Physical Simulation for Animation and Visual Effects: Parallelization and Characterization for Chip Multiprocessors.

Christopher J. Hughes, Radek Grzeszczuk, Eftychios Sifakis, Daehyun Kim, Sanjeev Kumar, Andrew P. Selle, Jatin Chhugani, Matthew Holliman, Yen-Kuang Chen.

In the Proceedings of IEEE/ACM International Symposium on Computer Architecture (ISCA), San Diego, California, June 2007.

Paper: pdf [0.35MB ], ps [0.29MB ]

We explore the emerging application area of physics-based simulation for computer animation and visual special effects. In particular, we examine its parallelization potential and characterize its behavior on a chip multiprocessor (CMP). Applications in this domain model and simulate natural phenomena, and often direct visual components of motion pictures. We study a set of three workloads that exemplify the span and complexity of physical simulation applications used in a production environment: fluid dynamics, facial animation, and cloth simulation. They are computationally demanding, requiring from a few seconds to several minutes to simulate a single frame; therefore, they can benefit greatly from the acceleration possible with large scale CMPs.

Starting with serial versions of these applications, we parallelize code accounting for at least 96% of the serial execution time, targeting a large number of threads. We then study the most expensive modules using a simulated 64-core CMP.

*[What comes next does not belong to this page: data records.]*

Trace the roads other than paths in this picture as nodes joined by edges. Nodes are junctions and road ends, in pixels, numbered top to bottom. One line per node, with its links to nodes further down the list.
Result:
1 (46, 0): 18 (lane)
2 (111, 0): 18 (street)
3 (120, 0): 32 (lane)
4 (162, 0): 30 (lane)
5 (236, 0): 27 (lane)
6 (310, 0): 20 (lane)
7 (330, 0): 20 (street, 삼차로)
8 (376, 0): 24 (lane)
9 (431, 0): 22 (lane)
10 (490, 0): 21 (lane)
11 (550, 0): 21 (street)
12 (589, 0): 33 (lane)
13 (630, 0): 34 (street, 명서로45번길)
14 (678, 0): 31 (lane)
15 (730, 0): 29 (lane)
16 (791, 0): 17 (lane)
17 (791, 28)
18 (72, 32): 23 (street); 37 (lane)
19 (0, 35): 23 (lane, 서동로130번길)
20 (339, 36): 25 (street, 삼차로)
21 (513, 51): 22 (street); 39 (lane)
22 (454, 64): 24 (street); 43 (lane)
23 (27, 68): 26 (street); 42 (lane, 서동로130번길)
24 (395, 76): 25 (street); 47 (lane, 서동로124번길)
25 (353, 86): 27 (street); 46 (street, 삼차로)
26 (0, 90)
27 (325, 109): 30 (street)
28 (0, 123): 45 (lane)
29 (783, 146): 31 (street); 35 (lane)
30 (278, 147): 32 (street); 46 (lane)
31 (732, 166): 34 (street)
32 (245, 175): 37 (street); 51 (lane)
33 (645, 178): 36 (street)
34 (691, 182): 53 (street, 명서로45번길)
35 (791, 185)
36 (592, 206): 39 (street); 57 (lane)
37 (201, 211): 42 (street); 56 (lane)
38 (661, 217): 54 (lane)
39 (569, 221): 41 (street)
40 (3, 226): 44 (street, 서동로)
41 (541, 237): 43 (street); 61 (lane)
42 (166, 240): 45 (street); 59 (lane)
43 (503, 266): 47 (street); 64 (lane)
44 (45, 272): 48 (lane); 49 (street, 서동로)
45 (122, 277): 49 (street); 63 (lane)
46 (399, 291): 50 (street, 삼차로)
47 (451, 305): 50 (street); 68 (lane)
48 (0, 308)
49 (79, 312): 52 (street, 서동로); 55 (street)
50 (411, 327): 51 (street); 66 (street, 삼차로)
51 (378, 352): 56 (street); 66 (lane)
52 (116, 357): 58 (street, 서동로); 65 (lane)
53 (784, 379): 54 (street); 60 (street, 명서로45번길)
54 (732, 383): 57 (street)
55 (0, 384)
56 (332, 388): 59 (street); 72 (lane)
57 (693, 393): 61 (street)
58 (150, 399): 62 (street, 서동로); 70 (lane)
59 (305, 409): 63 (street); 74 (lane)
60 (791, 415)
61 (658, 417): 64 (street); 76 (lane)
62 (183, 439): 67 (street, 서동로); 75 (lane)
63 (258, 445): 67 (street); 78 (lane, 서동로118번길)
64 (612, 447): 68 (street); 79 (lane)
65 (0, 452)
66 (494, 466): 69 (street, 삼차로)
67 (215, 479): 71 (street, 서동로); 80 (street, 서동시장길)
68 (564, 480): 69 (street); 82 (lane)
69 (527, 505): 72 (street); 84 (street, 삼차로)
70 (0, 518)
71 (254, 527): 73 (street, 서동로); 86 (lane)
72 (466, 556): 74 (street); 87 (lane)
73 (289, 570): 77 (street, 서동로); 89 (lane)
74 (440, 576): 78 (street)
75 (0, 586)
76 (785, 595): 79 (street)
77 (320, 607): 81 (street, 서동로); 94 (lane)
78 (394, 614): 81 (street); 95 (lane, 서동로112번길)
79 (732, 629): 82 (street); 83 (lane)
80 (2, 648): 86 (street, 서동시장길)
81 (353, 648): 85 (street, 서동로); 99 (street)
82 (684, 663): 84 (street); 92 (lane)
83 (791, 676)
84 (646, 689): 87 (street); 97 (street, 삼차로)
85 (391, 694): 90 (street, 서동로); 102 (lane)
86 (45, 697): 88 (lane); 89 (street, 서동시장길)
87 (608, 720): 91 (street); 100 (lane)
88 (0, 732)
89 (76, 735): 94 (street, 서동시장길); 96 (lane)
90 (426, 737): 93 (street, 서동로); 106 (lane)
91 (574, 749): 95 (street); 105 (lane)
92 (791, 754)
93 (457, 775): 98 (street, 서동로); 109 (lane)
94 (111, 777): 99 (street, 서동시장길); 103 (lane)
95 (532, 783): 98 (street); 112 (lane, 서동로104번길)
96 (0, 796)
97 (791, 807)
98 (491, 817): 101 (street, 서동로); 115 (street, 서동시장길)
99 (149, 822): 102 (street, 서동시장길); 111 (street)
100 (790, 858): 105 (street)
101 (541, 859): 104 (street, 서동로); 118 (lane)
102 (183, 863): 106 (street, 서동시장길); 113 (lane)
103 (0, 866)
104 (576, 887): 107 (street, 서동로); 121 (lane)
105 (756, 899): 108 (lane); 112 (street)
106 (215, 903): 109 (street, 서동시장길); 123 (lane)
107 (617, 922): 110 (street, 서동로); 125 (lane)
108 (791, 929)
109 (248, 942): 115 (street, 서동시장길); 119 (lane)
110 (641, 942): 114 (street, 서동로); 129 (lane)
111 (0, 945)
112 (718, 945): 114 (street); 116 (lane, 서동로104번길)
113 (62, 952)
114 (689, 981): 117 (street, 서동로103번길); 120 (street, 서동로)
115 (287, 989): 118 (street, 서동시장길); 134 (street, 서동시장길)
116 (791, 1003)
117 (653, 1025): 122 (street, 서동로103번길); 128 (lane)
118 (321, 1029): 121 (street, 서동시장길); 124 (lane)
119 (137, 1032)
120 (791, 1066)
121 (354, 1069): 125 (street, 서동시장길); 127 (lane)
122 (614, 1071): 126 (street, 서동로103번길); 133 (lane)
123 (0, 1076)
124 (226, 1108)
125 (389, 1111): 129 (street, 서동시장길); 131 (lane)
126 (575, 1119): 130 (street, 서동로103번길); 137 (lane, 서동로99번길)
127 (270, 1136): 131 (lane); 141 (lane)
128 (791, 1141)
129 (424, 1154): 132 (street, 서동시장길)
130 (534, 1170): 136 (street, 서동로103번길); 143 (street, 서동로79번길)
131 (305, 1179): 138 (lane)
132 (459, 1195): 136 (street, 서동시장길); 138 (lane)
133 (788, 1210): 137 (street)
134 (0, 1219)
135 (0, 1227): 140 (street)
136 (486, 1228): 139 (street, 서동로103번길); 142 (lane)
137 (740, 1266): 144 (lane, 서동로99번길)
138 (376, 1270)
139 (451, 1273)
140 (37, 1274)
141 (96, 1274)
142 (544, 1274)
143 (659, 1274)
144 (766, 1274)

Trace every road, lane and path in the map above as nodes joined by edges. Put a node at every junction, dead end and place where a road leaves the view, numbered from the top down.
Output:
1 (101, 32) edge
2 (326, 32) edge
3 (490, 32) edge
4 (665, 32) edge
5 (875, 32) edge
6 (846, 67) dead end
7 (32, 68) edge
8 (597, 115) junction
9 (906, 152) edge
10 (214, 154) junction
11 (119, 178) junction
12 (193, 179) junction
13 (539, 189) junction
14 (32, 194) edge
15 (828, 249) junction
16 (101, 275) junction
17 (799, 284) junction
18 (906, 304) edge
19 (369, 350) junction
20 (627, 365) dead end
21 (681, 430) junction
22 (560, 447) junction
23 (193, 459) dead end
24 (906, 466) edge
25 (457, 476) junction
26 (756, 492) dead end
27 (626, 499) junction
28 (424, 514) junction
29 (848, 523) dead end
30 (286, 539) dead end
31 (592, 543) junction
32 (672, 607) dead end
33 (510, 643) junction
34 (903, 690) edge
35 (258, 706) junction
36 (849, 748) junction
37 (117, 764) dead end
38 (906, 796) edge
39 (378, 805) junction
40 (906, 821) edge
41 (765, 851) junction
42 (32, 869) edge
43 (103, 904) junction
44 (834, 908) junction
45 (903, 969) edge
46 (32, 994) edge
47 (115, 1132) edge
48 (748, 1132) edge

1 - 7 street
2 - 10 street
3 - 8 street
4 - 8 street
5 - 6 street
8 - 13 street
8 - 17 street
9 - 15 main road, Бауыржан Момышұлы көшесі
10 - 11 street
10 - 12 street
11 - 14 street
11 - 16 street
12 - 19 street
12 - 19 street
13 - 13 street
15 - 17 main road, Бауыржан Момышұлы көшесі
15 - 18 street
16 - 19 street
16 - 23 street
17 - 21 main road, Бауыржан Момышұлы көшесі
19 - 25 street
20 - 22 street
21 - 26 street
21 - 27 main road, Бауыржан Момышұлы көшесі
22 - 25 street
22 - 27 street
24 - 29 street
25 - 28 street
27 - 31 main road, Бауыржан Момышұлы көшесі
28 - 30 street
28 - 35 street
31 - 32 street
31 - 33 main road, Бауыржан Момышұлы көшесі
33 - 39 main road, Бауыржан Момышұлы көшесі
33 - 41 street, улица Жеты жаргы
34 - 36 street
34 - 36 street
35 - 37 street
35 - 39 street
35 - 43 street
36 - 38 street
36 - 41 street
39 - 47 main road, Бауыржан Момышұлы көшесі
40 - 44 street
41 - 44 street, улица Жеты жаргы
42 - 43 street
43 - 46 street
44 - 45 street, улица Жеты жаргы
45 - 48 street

For the code in key modules, we achieve parallel scaling of 45x, 50x, and 30x for fluid, face, and cloth simulations, respectively. The modules have a spectrum of task granularity and locking behavior, and all but one are dominated by loop-level parallelism. Many modules operate on streams of data. In some cases, modules iterate over their data, leading to significant temporal locality. This streaming behavior leads to very high on-die and main memory bandwidth requirements. Finally, most modules have little inter-thread communication since they are data-parallel, but a few require heavy communication between data-parallel operations.